- [Data to process]
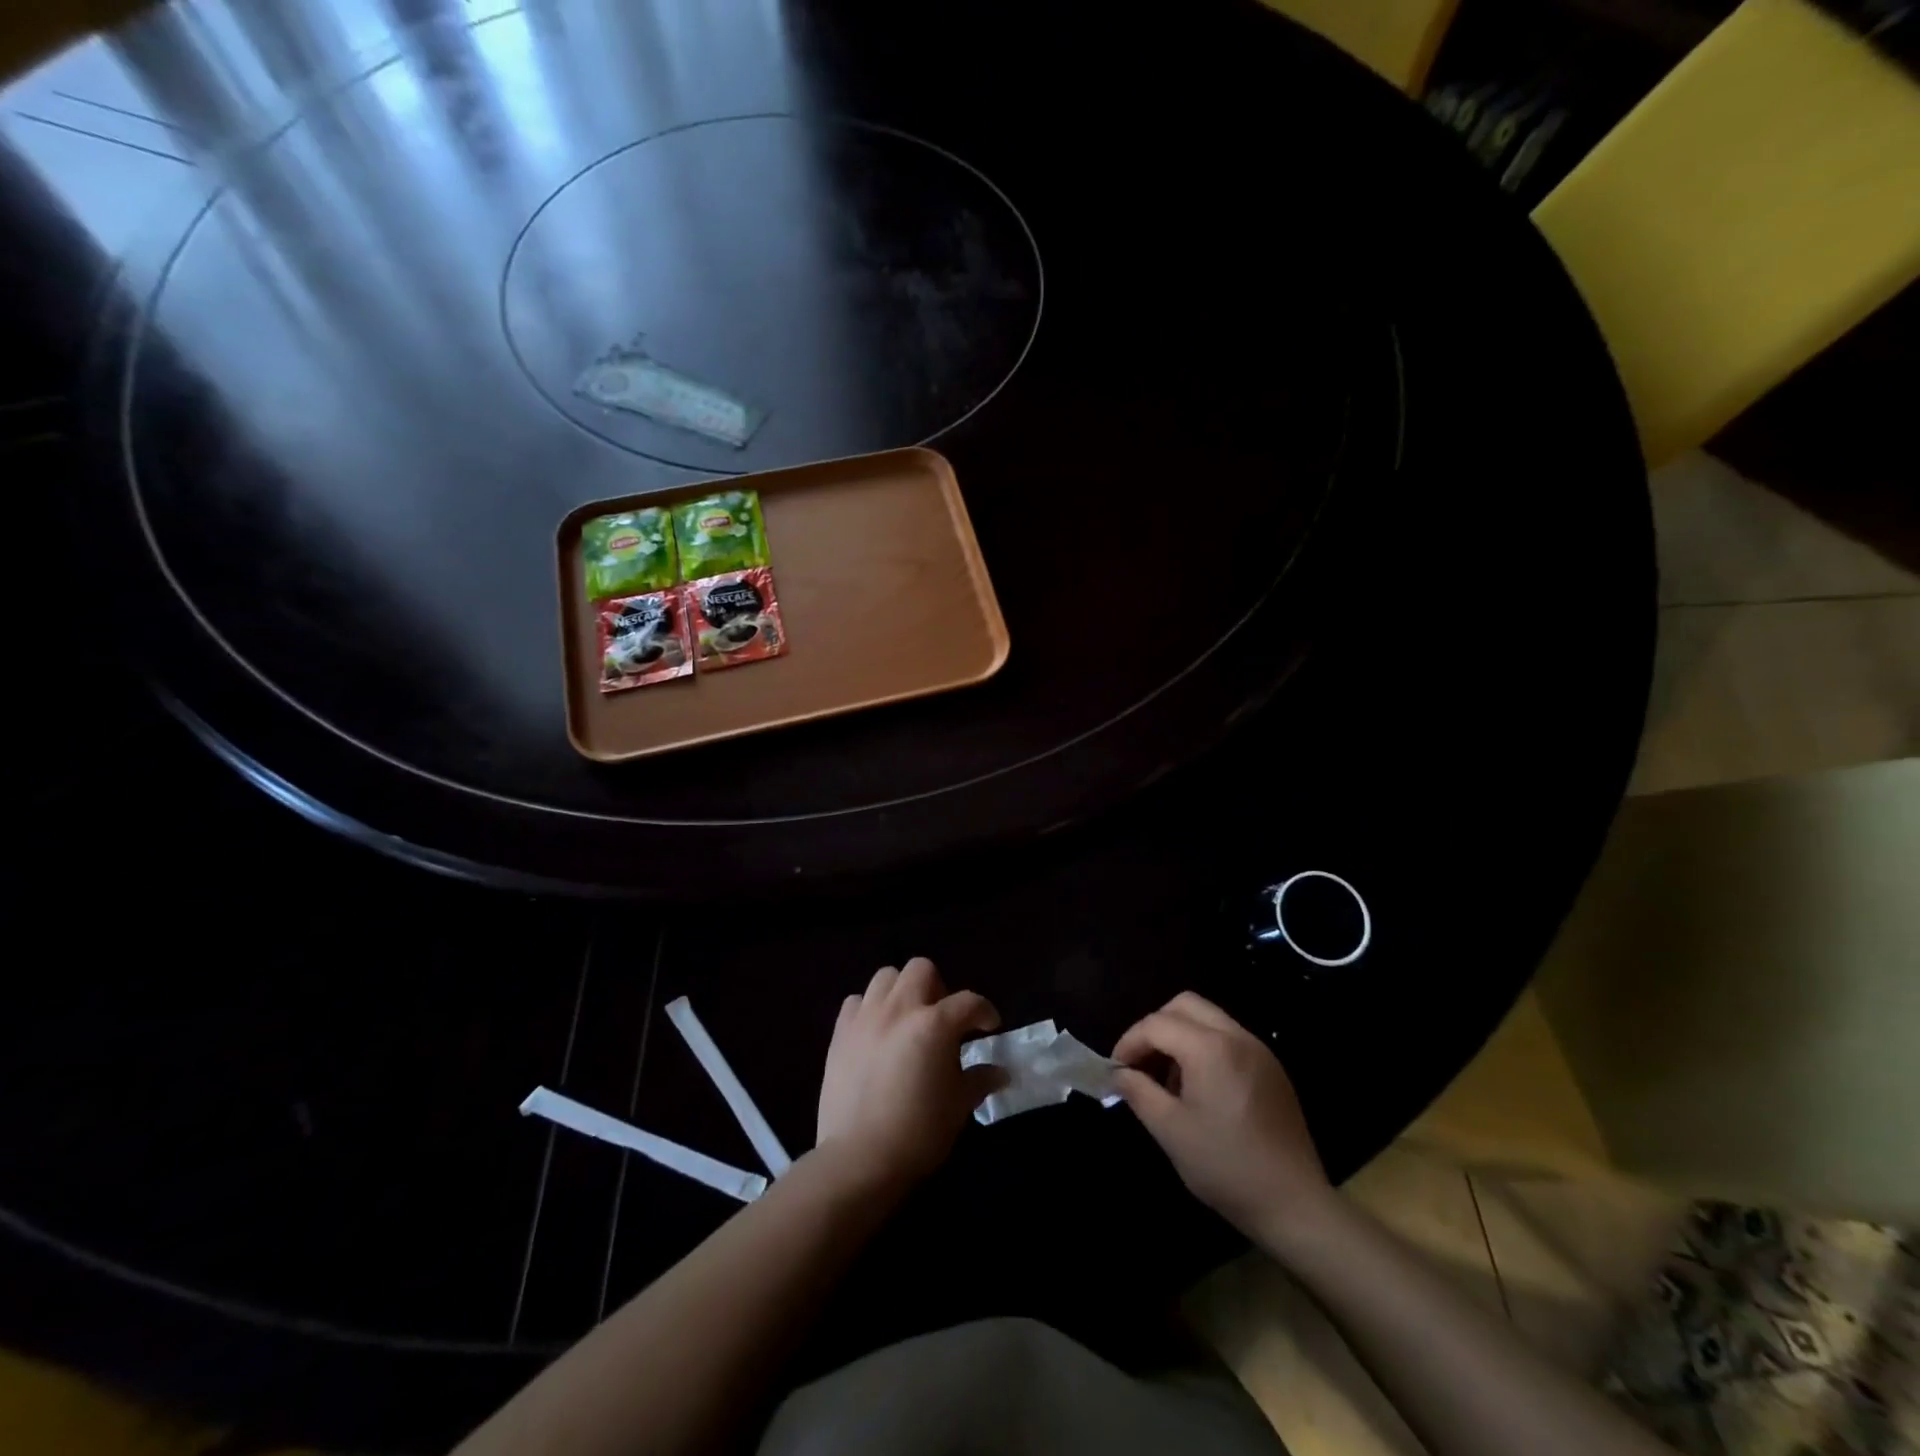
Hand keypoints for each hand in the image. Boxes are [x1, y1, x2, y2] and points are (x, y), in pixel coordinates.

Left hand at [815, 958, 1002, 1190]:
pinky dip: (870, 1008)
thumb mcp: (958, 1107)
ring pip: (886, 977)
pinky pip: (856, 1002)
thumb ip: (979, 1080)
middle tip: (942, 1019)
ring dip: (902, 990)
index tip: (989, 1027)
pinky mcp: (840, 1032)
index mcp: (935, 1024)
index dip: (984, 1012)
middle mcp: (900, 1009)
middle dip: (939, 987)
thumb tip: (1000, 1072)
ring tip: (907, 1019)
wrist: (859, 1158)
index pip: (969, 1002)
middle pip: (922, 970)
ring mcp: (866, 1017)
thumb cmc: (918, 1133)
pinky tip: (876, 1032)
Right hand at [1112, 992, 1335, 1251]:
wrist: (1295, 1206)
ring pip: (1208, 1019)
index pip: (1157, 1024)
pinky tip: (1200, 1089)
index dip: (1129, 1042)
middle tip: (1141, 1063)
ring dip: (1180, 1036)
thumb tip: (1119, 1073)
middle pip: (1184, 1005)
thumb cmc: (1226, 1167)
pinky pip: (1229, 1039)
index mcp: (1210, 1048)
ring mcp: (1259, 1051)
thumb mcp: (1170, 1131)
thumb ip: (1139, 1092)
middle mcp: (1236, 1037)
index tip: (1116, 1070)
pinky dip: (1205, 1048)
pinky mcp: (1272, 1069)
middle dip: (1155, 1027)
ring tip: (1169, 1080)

- [How to complete this task]
Your copy should match the entries exactly, minus the pictures.

- [Reply]
Hand keypoints for each hand in the image. Boxes are [x1, y1, x2, y2] and points are (x, y), in pixel coordinates.

Left hand at [815, 958, 1002, 1190]:
pinky dip: (870, 1008)
thumb mcp: (958, 1107)
ring pip: (886, 977)
pinky pip: (856, 1002)
thumb ip: (979, 1080)
middle tip: (942, 1019)
ring dip: (902, 990)
index tip: (989, 1027)
pinky mcp: (840, 1032)
index mcp: (935, 1024)
index dip: (984, 1012)
middle mcp: (900, 1009)
middle dip: (939, 987)
thumb tip: (1000, 1072)
ring tip: (907, 1019)
wrist: (859, 1158)
index pip: (969, 1002)
middle pip: (922, 970)
ring mcp: (866, 1017)
thumb cmc: (918, 1133)
pinky tip: (876, 1032)
Right hand at [1112, 992, 1335, 1251]:
wrist: (1295, 1206)
ring pip: (1208, 1019)
index pip: (1157, 1024)
pinky tip: (1200, 1089)
index dip: (1129, 1042)
middle tip: (1141, 1063)
ring dip: (1180, 1036)
thumb tip: (1119, 1073)
middle pip: (1184, 1005)
thumb cmc: (1226, 1167)
pinky pip: (1229, 1039)
index mcp: (1210, 1048)
ring mcp: (1259, 1051)
thumb mcp: (1170, 1131)
thumb ip: (1139, 1092)
middle mcp: (1236, 1037)
index tip: (1116, 1070)
pinky dip: (1205, 1048)
pinky mcp: (1272, 1069)
middle dip: (1155, 1027)
ring tip: (1169, 1080)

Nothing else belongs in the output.